Recently, a bill was proposed in Kansas that would protect “the religious freedom of businesses and individuals to refuse services to same-sex couples”, according to USA Today.
This should sound familiar.
Many citizens have likened this bill to the Jim Crow laws that enforced racial segregation in the southern United States for nearly a century. These laws made it acceptable for businesses to provide “separate but equal” services to blacks and whites or to deny service to blacks in general.
Although the bill passed through Kansas’ House of Representatives, it was struck down in the Senate.
This bill and those like it not only violate the Constitution by promoting discrimination under the guise of protecting religious freedom, but also set a deplorable example for other states and raise questions about the American public’s commitment to upholding the values of the Constitution for all people, regardless of race, gender, or sexual orientation.

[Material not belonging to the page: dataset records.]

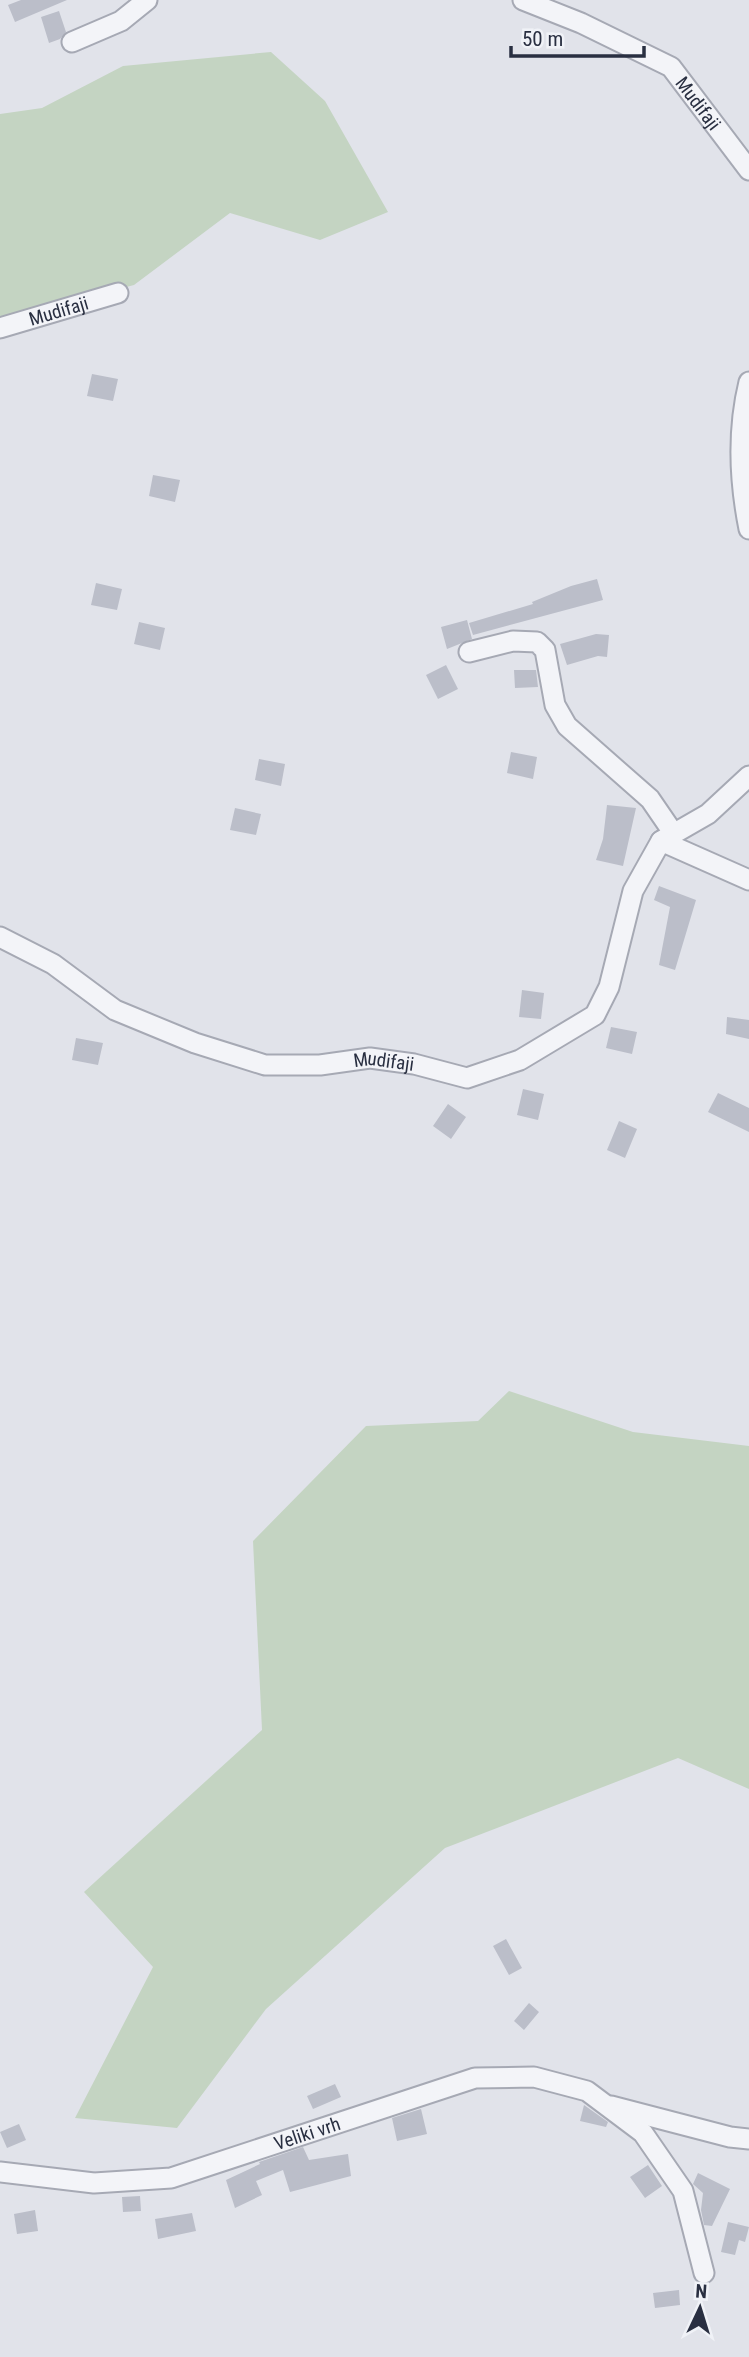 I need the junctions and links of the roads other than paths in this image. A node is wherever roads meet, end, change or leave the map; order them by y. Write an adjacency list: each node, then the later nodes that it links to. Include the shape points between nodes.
1 (147, 0): 3 (street, via 121,21)
2 (523, 0): 4 (street, Mudifaji, via 671,67)
3 (72, 43)
4 (749, 170)
5 (118, 293): 6 (street, Mudifaji)
6 (0, 328)
7 (749, 382): 8 (street, via 740,418 741,491)
8 (749, 529)
9 (469, 652): 11 (street, via 513,641 537,642 545,650 555,705 567,726 650,800)
10 (749, 776): 11 (street, via 708,814)
11 (667, 837): 12 (street); 13 (street, Mudifaji, via 633,891 609,987 595,1015 520,1060 467,1078 370,1058 320,1065 265,1065 195,1043 116,1010 53,964)
12 (749, 880)
13 (0, 937)
14 (606, 2106): 15 (street, Veliki vrh); 16 (street, Veliki vrh, via 587,2091 534,2077 475,2078 171,2178 94,2183); 17 (street, Veliki vrh, via 643,2133 682,2191)
15 (749, 2139)
16 (0, 2172)
17 (704, 2273)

Many Eleanor Roosevelt High School students and teachers said they believe bills and laws like these are wrong and unfair.
Senior Lindsey Wright feels that businesses “shouldn’t be able to discriminate against people just because [they] don’t agree” with their sexuality.
And according to science teacher Mr. Sean Brady, it is “unfortunate that businesses are looking for legal justification to discriminate.”
In a society already plagued by bullying, such extravagant displays of homophobia would send a message that discrimination against and mistreatment of members of the LGBT community are excused and acceptable.
A bill like this in America would reinstall Jim Crow-era values and could potentially reverse the movements made by remarkable individuals and landmark cases such as Rosa Parks and Brown v. Board of Education.
Students and our community should rally against such proposed legislation, and if laws like this are passed, we should fight to overturn them, just as our predecessors did against Jim Crow laws.
In his essay Civil Disobedience, Henry David Thoreau argued that if a law requires you to be the “agent of injustice to another, then, I say, break the law,” and we should, when appropriate, do the same and fight such laws.